* Task prompt
Among the entries below, tally each line where the word "street" appears and state only the total.

*** Material to process ***

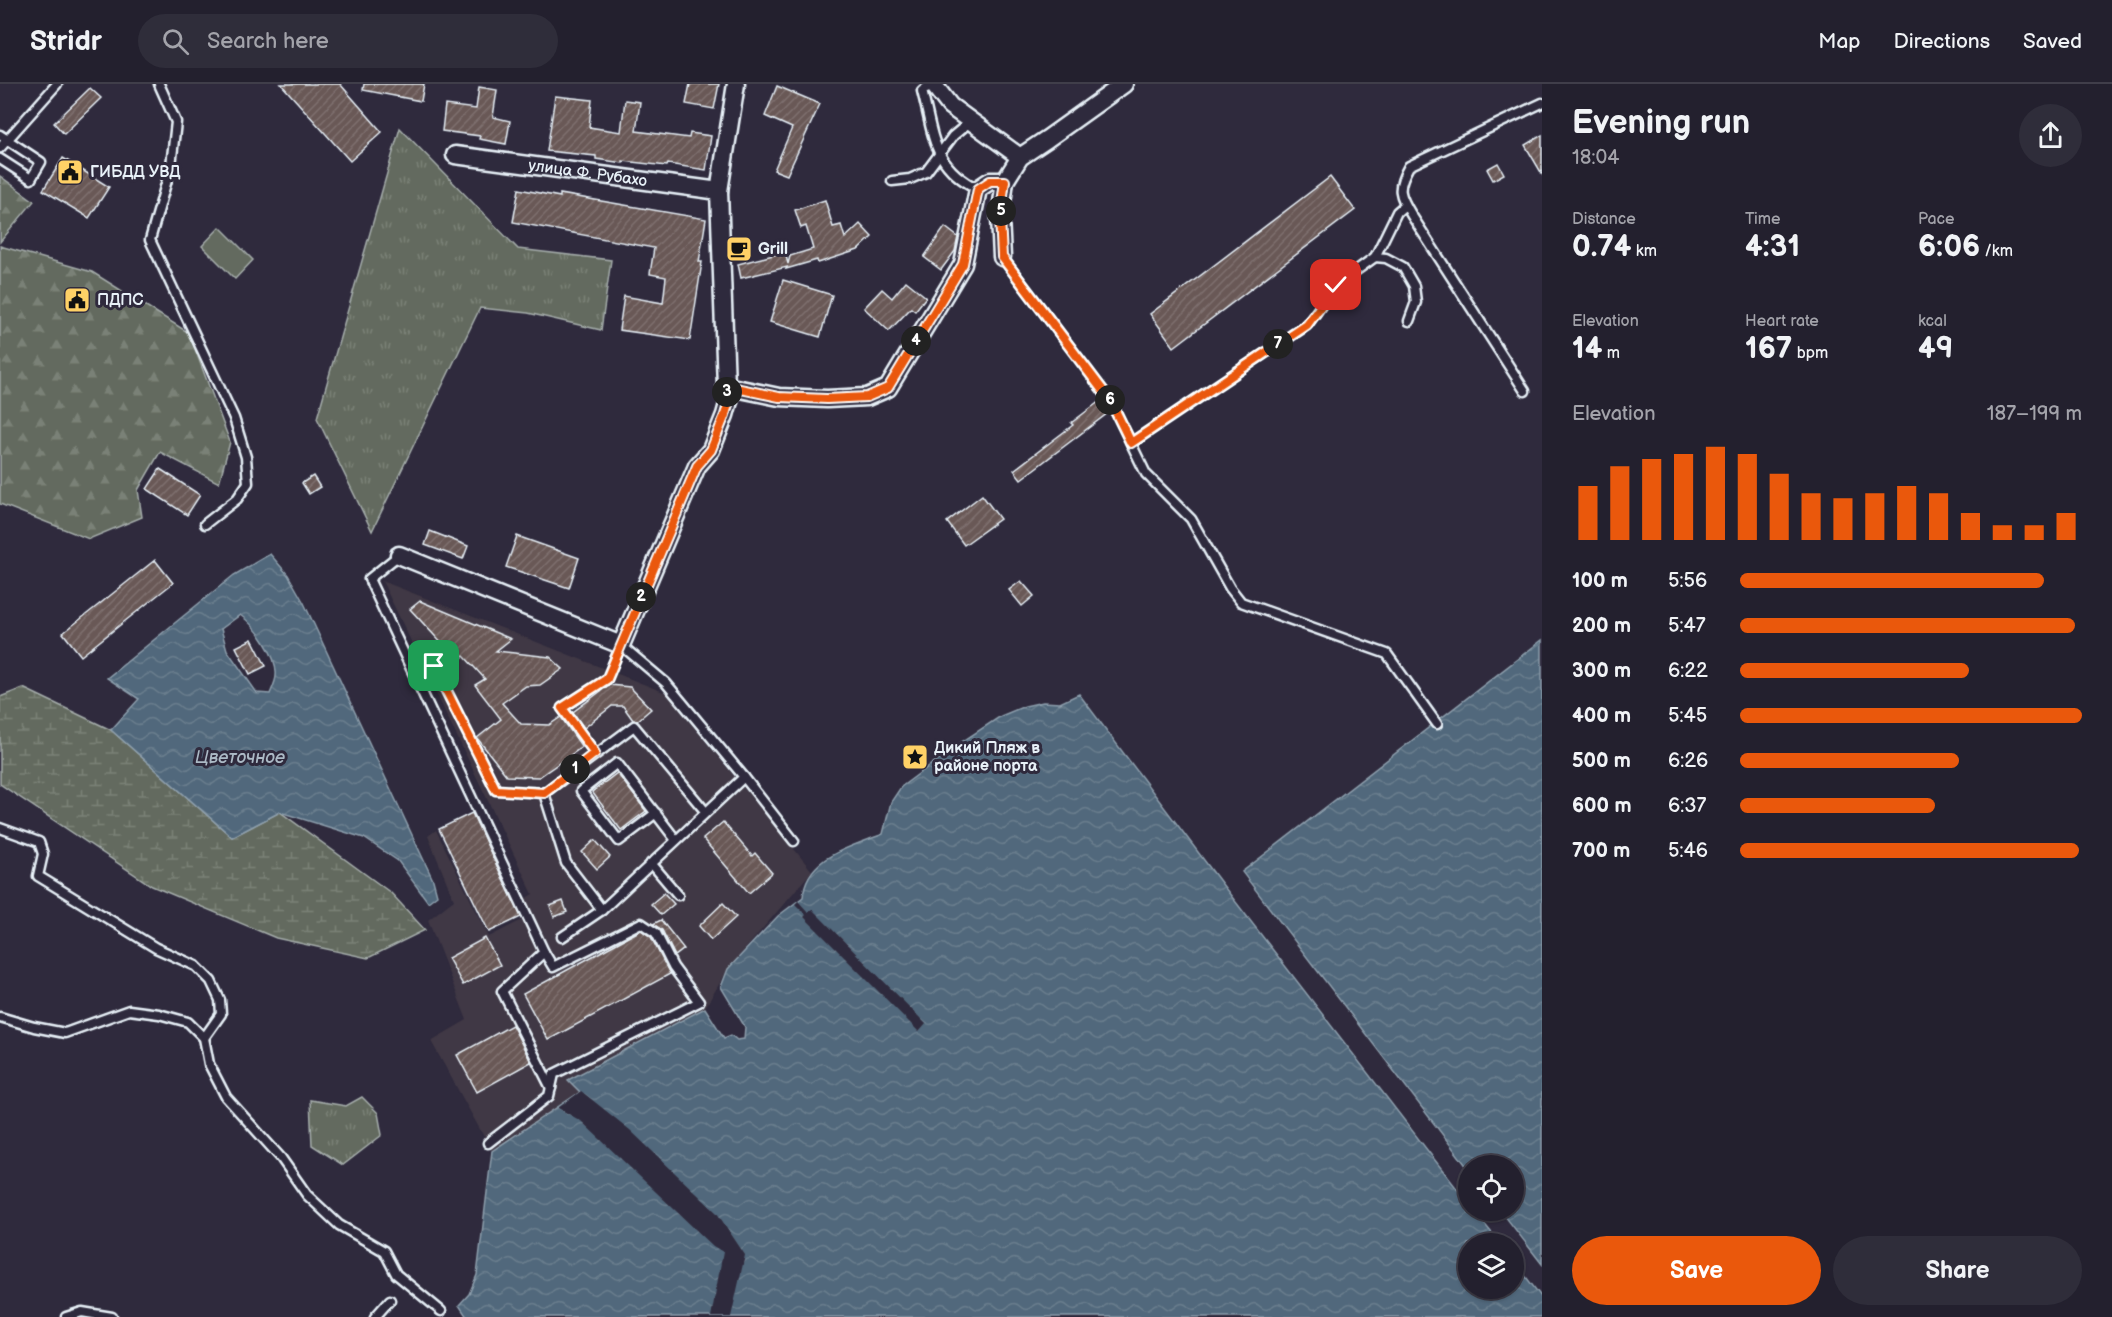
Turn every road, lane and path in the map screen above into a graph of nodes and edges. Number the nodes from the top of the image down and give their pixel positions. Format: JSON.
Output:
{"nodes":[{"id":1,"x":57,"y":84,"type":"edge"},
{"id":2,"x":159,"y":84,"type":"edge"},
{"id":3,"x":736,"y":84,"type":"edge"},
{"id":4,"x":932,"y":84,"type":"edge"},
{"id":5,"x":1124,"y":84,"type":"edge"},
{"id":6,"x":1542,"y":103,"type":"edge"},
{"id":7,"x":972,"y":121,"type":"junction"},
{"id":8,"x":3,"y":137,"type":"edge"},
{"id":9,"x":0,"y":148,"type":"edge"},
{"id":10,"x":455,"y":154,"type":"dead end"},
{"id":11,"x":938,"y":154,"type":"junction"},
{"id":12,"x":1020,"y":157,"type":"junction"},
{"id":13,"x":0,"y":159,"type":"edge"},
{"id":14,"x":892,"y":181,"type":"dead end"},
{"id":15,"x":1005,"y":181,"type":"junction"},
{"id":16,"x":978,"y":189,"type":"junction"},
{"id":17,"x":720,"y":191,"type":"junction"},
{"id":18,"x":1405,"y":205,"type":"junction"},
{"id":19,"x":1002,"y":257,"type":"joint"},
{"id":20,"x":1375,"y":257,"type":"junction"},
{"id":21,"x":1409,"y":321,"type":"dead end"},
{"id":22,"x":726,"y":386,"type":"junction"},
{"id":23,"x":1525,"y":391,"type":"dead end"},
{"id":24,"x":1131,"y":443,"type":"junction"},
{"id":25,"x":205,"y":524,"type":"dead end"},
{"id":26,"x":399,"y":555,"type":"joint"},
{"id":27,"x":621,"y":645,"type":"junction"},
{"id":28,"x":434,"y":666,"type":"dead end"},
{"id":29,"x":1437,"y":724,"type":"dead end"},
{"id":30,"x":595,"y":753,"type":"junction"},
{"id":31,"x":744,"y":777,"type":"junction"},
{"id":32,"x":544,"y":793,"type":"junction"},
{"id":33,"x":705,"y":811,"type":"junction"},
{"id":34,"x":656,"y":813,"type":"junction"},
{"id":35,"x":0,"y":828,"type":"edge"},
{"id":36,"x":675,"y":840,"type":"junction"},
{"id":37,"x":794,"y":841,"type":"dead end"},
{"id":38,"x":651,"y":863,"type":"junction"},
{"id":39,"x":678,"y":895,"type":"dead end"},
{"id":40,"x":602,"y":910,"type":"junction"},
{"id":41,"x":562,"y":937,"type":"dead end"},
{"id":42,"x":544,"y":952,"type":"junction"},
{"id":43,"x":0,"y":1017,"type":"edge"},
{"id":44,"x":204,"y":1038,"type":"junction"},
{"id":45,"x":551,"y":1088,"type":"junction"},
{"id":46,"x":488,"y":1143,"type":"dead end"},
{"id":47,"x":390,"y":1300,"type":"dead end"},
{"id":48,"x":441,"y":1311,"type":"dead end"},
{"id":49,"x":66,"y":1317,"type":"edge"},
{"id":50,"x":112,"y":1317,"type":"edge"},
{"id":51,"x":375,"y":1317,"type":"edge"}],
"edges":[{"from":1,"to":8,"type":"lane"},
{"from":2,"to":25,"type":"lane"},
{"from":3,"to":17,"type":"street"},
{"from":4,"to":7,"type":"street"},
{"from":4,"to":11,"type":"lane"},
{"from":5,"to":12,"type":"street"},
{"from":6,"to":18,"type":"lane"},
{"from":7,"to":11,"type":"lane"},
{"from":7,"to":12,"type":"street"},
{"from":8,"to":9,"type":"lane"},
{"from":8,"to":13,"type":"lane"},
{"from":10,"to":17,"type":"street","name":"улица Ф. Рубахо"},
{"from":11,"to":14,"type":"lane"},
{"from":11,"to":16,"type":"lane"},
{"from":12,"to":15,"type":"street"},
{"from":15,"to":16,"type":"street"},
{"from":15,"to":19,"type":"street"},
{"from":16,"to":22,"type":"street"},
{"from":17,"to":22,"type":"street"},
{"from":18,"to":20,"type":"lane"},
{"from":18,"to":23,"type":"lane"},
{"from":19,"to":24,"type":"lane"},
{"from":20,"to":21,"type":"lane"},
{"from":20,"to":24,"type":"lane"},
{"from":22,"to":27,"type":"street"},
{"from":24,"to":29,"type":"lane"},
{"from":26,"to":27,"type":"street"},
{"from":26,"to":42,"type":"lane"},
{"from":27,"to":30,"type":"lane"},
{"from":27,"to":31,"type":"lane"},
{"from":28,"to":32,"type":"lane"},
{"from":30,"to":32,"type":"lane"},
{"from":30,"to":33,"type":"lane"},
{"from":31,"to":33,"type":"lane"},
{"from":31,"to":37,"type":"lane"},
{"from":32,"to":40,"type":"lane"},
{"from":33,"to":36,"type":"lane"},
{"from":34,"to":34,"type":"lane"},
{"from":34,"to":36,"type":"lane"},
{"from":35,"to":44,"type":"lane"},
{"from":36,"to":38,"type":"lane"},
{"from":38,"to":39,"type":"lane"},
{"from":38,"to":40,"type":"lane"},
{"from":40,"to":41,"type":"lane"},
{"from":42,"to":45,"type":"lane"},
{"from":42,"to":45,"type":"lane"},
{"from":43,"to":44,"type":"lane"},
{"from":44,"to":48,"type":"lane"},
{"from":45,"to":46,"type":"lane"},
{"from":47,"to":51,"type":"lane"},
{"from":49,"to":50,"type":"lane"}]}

*** End of Material to process ***

* Exercise result
12